Heute vor 55 Jahren flog Yuri Gagarin als erster Mensch ins Weltall. Wenn es in der Geschichte der Menschheit einen wirklich historischen Moment gegeben hat, dann diesen. Das erste Mal ist etwas grundlegend Neues passiert. Das erste Mal befand sich ein Mensch nicht mehr auf dem Planeten, auf dem sich die gesamte bisherige Menschheit aufgehalten hat. Das erste Mal hat sich ein Angehöriger unserer Spezies in eine fundamental andere und fremde Umgebung aufgemacht. Das erste Mal haben wir probiert, das absolut menschenfeindliche Weltall zu erreichen und zu sehen, was sich dort befindet. Es war ein großer Moment und vermutlich eines der wenigen Ereignisse, das nicht vergessen werden wird – egal wie lange es uns Menschen noch gibt.
Aber was haben wir mit diesem Moment angestellt? Nicht viel. Oder sehr viel, je nachdem wie man es betrachten will. Der Weltraum ist mittlerweile ein klein wenig bekannter geworden. Wir haben Raumsonden zu den Planeten in unserer Nähe geflogen; jede Menge wichtige und interessante Dinge herausgefunden. Wir haben eine (noch) dauerhafte Präsenz im unmittelbar erdnahen Weltraum aufgebaut und unsere Industrie und Zivilisation ist heute von den technischen Geräten abhängig, die unseren Planeten umkreisen.
Technik und wissenschaftliche Erkenntnisse sind das eine. Der menschliche Entdeckerdrang das andere. Ich bin absolut kein Feind der unbemannten Raumfahrt. Sie ist in der Lage Dinge zu leisten, die wir Menschen nicht leisten können und kann Orte erreichen, die wir niemals erreichen könnten.
Aber wenn wir mehr wollen als nur den Status Quo zu erhalten, müssen wir auch selbst in den Weltraum aufbrechen. Wirklich aufbrechen und nicht nur ein paar hundert Kilometer in der Nähe der Erde herumfliegen. Warum die bemannte Raumfahrt wichtig ist, habe ich früher schon einmal sehr ausführlich erklärt.
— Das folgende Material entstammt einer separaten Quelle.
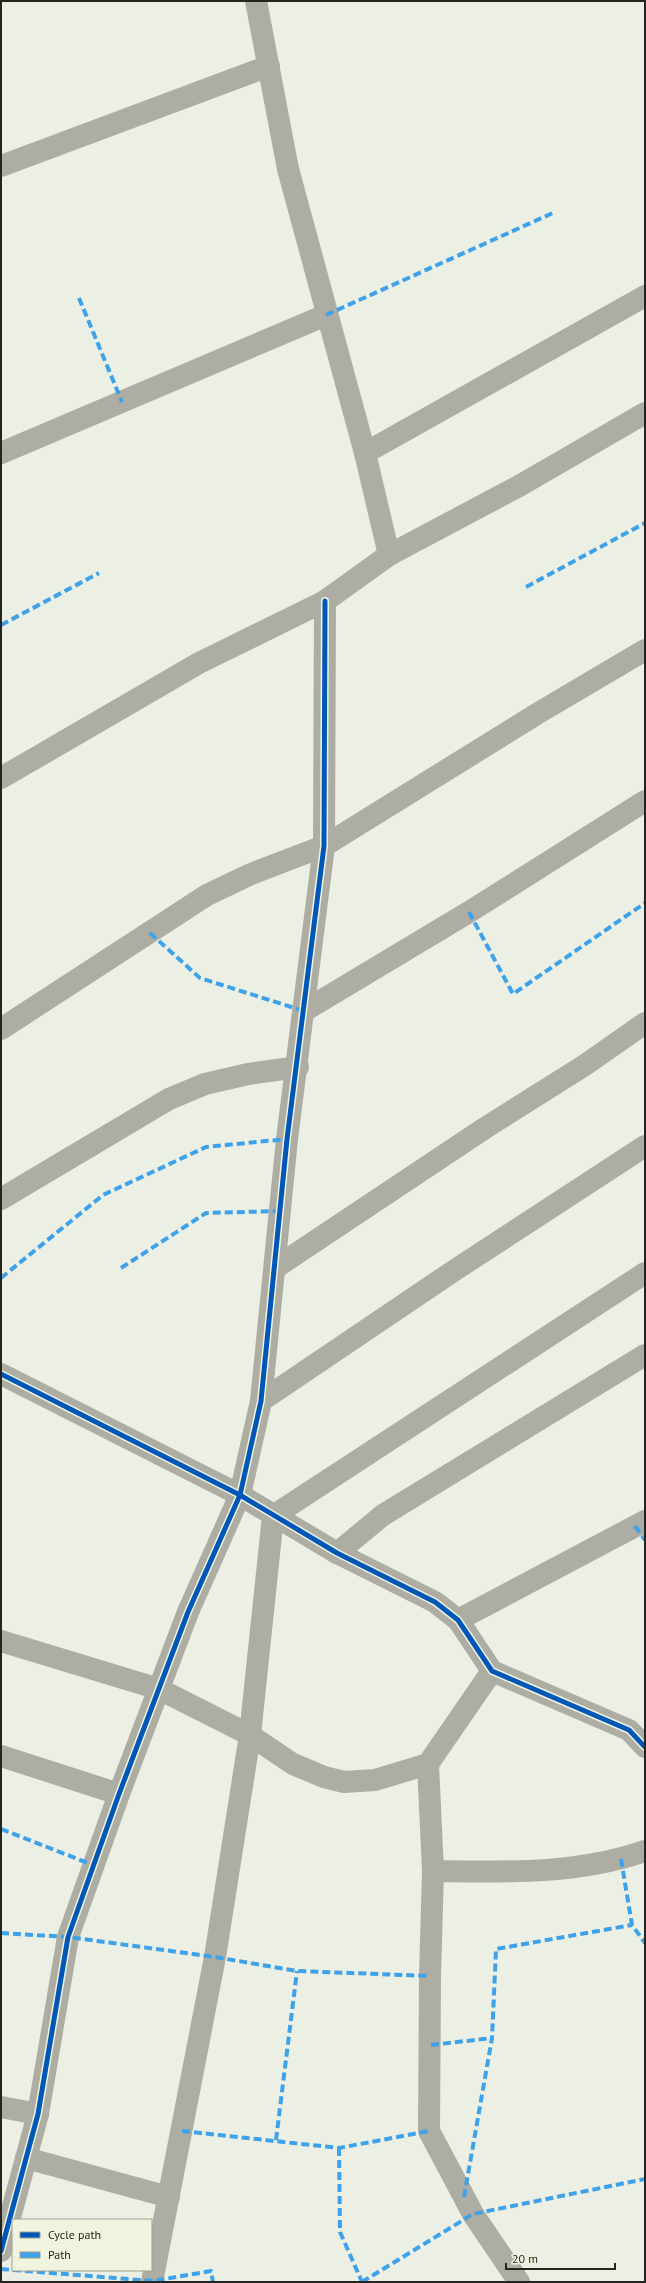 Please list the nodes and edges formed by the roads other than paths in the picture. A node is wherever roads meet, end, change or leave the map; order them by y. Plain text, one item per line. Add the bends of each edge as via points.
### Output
1 (256, 1) edge
2 (269, 66) junction
3 (1, 166) edge
4 (645, 296) edge
5 (326, 316) junction
6 (645, 413) edge
7 (1, 453) edge
8 (365, 453) junction
9 (389, 555) junction
10 (325, 601) junction
11 (645, 650) edge
12 (1, 778) edge
13 (645, 801) edge
14 (324, 846) junction
15 (304, 1011) junction
16 (645, 1023) edge
17 (1, 1029) edge
18 (298, 1067) junction
19 (645, 1146) edge
20 (1, 1199) edge
21 (275, 1268) junction
22 (645, 1273) edge
23 (645, 1356) edge
24 (1, 1374) edge
25 (261, 1401) junction
26 (240, 1495) junction
27 (273, 1516) junction
28 (645, 1521) edge
29 (337, 1553) junction
30 (458, 1620) junction
31 (1, 1641) edge
32 (492, 1671) junction
33 (159, 1689) junction
34 (637, 1728) edge
35 (250, 1735) junction
36 (645, 1747) edge
37 (1, 1756) edge
38 (428, 1764) junction
39 (119, 1794) junction
40 (645, 1851) edge
41 (433, 1871) junction
42 (1, 2107) edge
43 (38, 2114) junction
44 (26, 2158) junction
45 (169, 2197) junction
46 (1, 2251) edge
47 (152, 2282) edge
48 (519, 2282) edge

1 - 2 street
2 - 3 street
2 - 5 street via 288,169
4 - 8 street
5 - 7 street
5 - 8 street
6 - 9 street via 519,486
8 - 9 street
9 - 10 street
10 - 12 street via 199,663
10 - 14 street
11 - 14 street
13 - 15 street via 469,912
14 - 15 street
14 - 17 street via 251,874 207,895
15 - 18 street
16 - 21 street
18 - 20 street via 248,1074 205,1084 169,1099
18 - 21 street via 287,1139
19 - 25 street
21 - 25 street
22 - 27 street
23 - 29 street via 383,1515
24 - 26 street
25 - 26 street
26 - 27 street
26 - 33 street via 188,1612
27 - 29 street
27 - 35 street
28 - 30 street
29 - 30 street via 435,1602
30 - 32 street
31 - 33 street
32 - 34 street
32 - 38 street
33 - 35 street
33 - 39 street
34 - 36 street
35 - 38 street via 293,1764 344,1782 374,1780
35 - 45 street via 215,1957
37 - 39 street
38 - 41 street
39 - 43 street via 68,1937
40 - 41 street via 621,1859 541,1871
41 - 48 street via 429,2131 473,2214
42 - 43 street
43 - 44 street
44 - 45 street
44 - 46 street
45 - 47 street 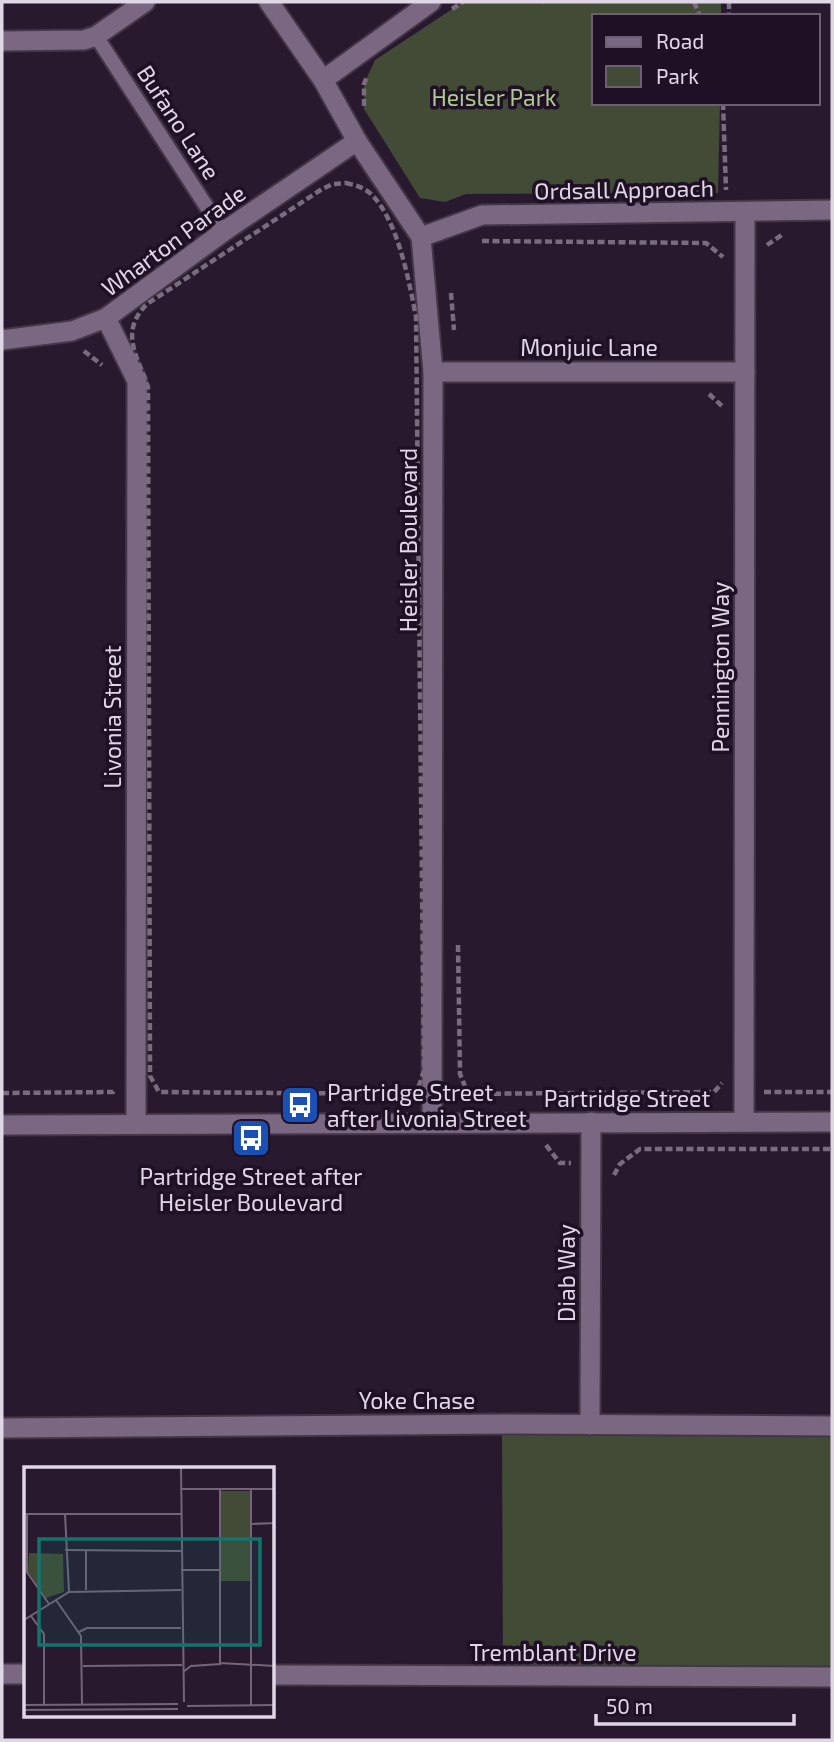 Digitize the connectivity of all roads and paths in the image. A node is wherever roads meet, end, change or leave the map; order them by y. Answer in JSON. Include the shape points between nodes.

Aber seit Yuri Gagarins ersten Schritt ist nicht mehr viel passiert.
Am 12. April 1961 ist er mit seinem Raumschiff Wostok 1 ins All geflogen und hat sich knapp 320 Kilometer von der Erdoberfläche entfernt. 9 Jahre später, im April 1970 ist die Besatzung von Apollo 13 am Mond vorbei geflogen und hat mit sich einem Abstand von 400.171 Kilometern weiter von der Erde entfernt als alle Menschen vor und nach ihnen. Mittlerweile sind wir wieder fast auf dem Niveau von 1961 angelangt und nur noch auf der Raumstation in höchstens 400 Kilometer Entfernung aktiv.
In 55 Jahren haben wir also knapp 400.000 Kilometer im All hinter uns gebracht. Das ist eine Geschwindigkeit von etwa 7270 Kilometer pro Jahr. Beziehungsweise 0,8 km/h. Oder fast 14 Meter pro Minute. Nicht sonderlich schnell. Wenn wir so weiter machen, erreichen wir den durchschnittlich 225 Millionen Kilometer von der Erde entfernten Mars erst in knapp 31.000 Jahren.
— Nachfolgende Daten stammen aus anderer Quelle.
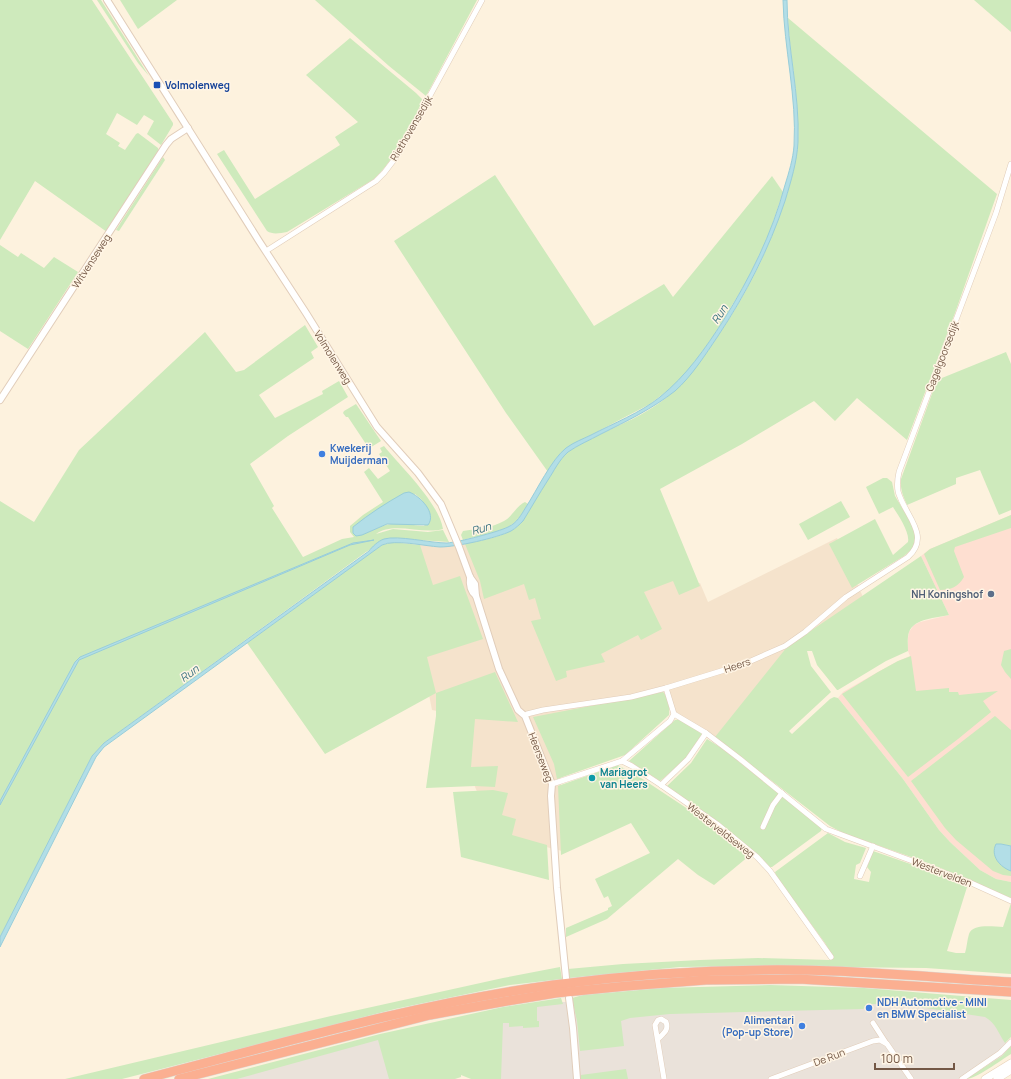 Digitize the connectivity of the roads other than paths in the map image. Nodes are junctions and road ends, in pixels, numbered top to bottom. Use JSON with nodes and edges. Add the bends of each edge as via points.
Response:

Natürlich ist diese Rechnung nur Spielerei. Aber sie macht zumindest deutlich, dass wir lange nicht mehr so aufbruchswillig sind wie noch vor ein paar Jahrzehnten. Der Besuch im erdnahen Weltraum ist Alltag geworden; die unbemannten Missionen zu anderen Planeten ebenfalls. Aber wir könnten so viel mehr erreichen. Wir könnten selbst zu Mars fliegen. Oder auch noch weiter hinaus. Wir könnten. Wenn wir wollten. Aber wir wollen anscheinend nicht mehr stark genug. Es wäre nicht einfach. Es wäre nicht billig (aber so viel billiger als all der andere Unsinn für den wir mehr als genug Geld übrig haben: Glücksspiel auf Finanzmärkten, Kriege, etc). Aber es wäre nicht unmöglich.
Wir müssten es nur wollen. Yuri Gagarin ist schon lange tot. Seine Leistung wird bis zum Ende der Menschheit weiter bestehen. Vielleicht erinnern wir uns an sie als ein kurzes Aufflackern des menschlichen Entdeckerdrangs. Vielleicht denken wir in Zukunft an Yuris Flug aber auch als den ersten Schritt einer Entwicklung, die das Fundament unserer Spezies nachhaltig und grundlegend verändert hat. Wir müssen es nur wollen.